また、中東情勢のニュースでは、イスラエル軍が先日のイランのミサイル攻撃への報復でターゲットとしたのが石油施設ではなく軍事施設という話題を受けた米国原油先物価格が大幅に下落し、原油コスト高騰懸念緩和も安全資産売りや欧米株価上昇に影響を及ぼしていた。

ただし、米国市場では、今週は米国連邦準備制度理事会 (FRB) のジェローム・パウエル議長ら高官達が金融政策決定時に重視する米国雇用統計などを含む最新米国重要経済指標の発表予定のイベントを控えており、今週の日本銀行 (日銀 / BoJ / Bank of Japan) の日銀金融政策決定会合での日本の追加利上げ予想は日本の政治の混乱があり大きく後退しているものの、来週には11月5日の米国大統領選挙や11月6〜7日の次回の米国連邦公開市場委員会 (FOMC) などのビックイベントへのイベントリスクも控えているため、安全資産の米国債の買い戻しや市場高値後のドルの利益確定や持ち高調整はやや抵抗になった。

米国ニューヨーク債券市場では、今朝早朝のニューヨーク終値の頃の米国10年債の利回りが指標となる米国長期金利は一時4.286%付近と、一時記録した4.300%付近の高利回りからは上昇幅を縮めていた。

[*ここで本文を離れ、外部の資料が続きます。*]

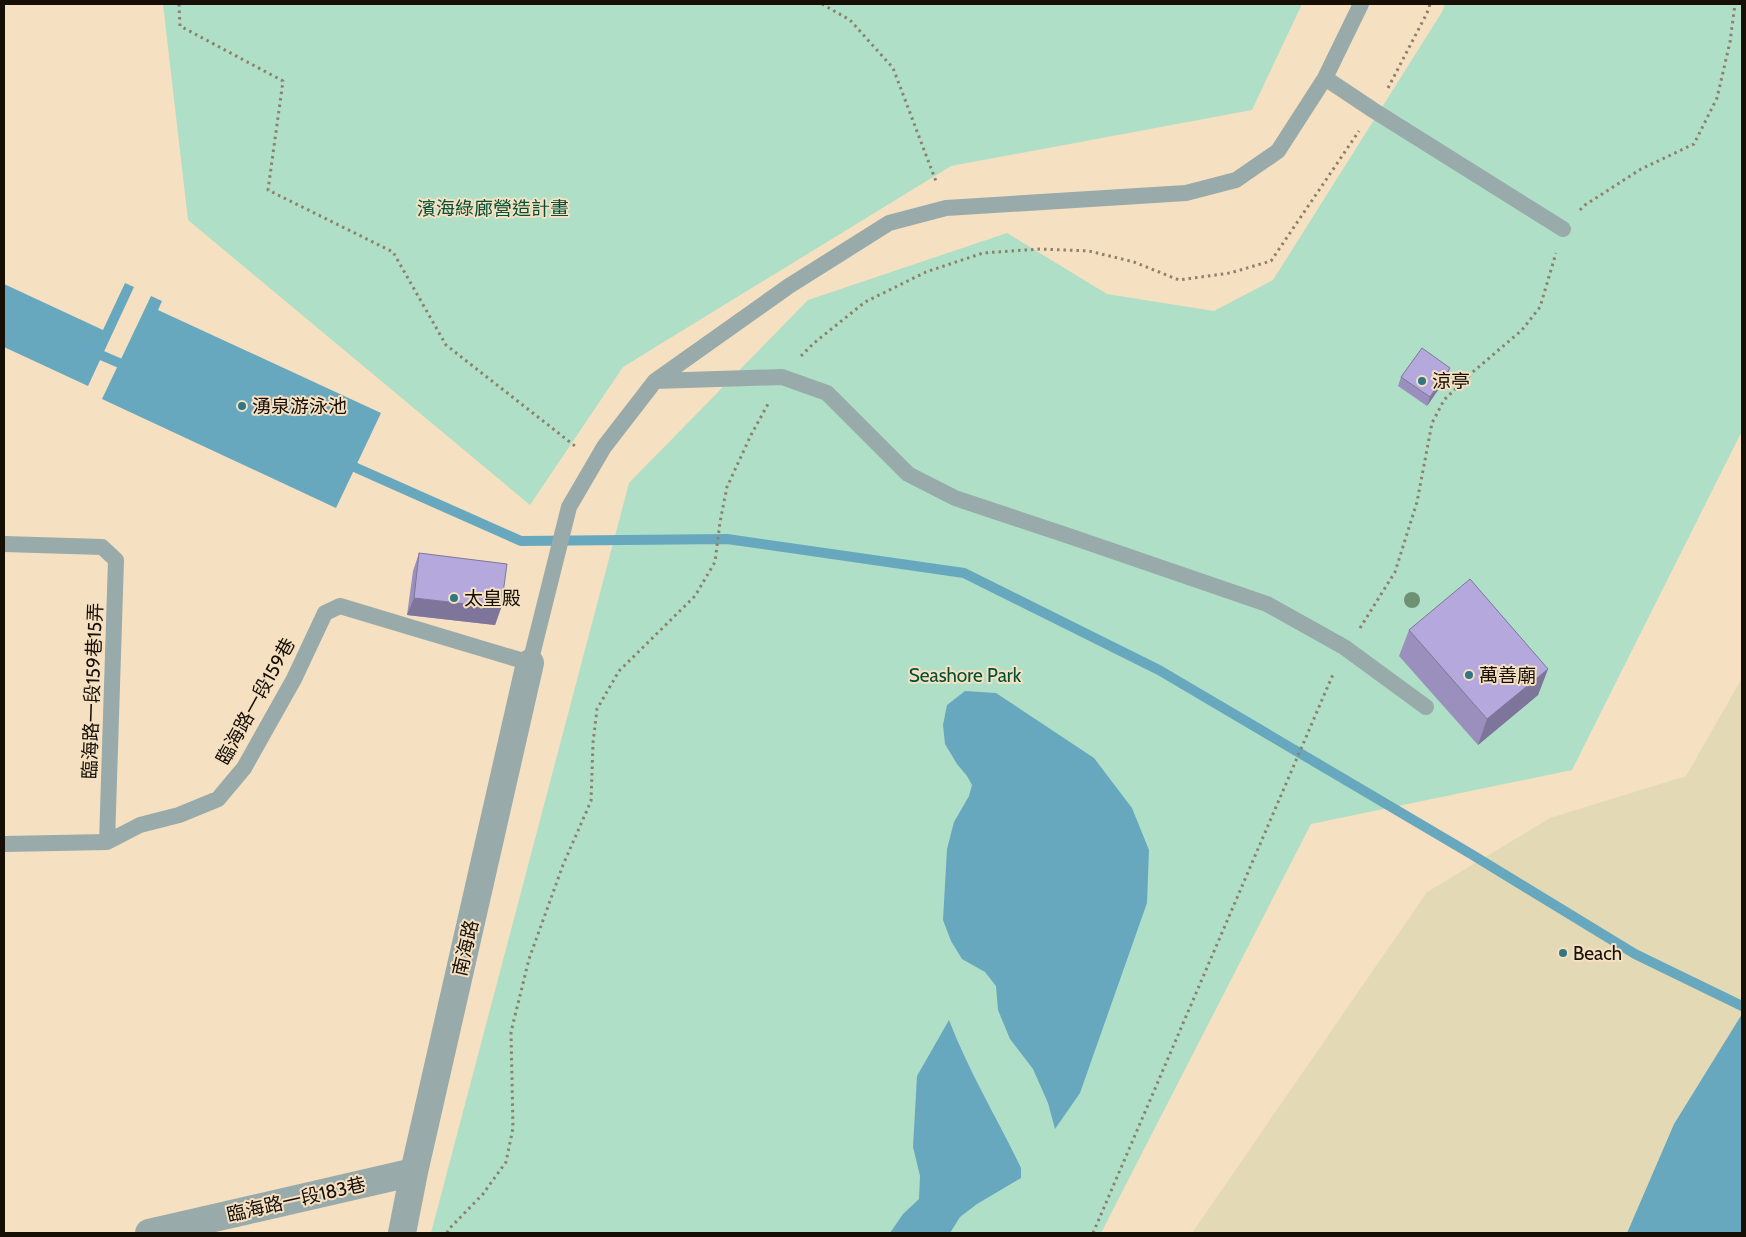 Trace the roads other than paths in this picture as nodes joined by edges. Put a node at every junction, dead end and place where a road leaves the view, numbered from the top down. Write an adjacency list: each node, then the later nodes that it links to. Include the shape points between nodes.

このため、昨夜から今朝までの米国ニューヨーク外国為替市場の対ドル円相場は、円の高値でドルの安値の152円40銭付近から、円の安値でドルの高値の153円37銭付近の値幅約97銭で、今朝6時頃の米国夏時間のニューヨーク終値は153円29銭付近と、前営業日同時刻の前ニューヨーク終値の152円31銭付近と比べると約98銭の円安ドル高をつけていた。

今朝早朝のアジア・オセアニア市場時間の今朝8時30分には、日本の最新経済指標の発表があり、9月の日本の失業率は前回と市場予想の2.5%よりも堅調な2.4%で、完全雇用に近い状態が続く中で、9月の日本の有効求人倍率も前回と市場予想の1.23に対し1.24であった。

今朝9時頃から始まった今日の日本の東京外国為替市場の対ドル円相場は一時153円13銭付近で、今朝の東京株式市場でも日経平均株価が一時反落しマイナス圏から始まったことを受けたリスク回避のリスクオフ (Risk-off) では、今朝9時の一時153円13銭付近の始値からの低リスク通貨の円の買い戻しが先行し、今朝9時3分頃には一時153円0銭付近と瞬時に152円99銭付近直前に円相場が反発したが、今朝9時半前頃から昨日と同様に円安を背景にした日本株買いが入り日経平均株価が反発してプラス圏に転じ始めたことでは、今朝9時26〜29分頃の数分間にかけてドルも円相場で一時153円24銭付近に反発した。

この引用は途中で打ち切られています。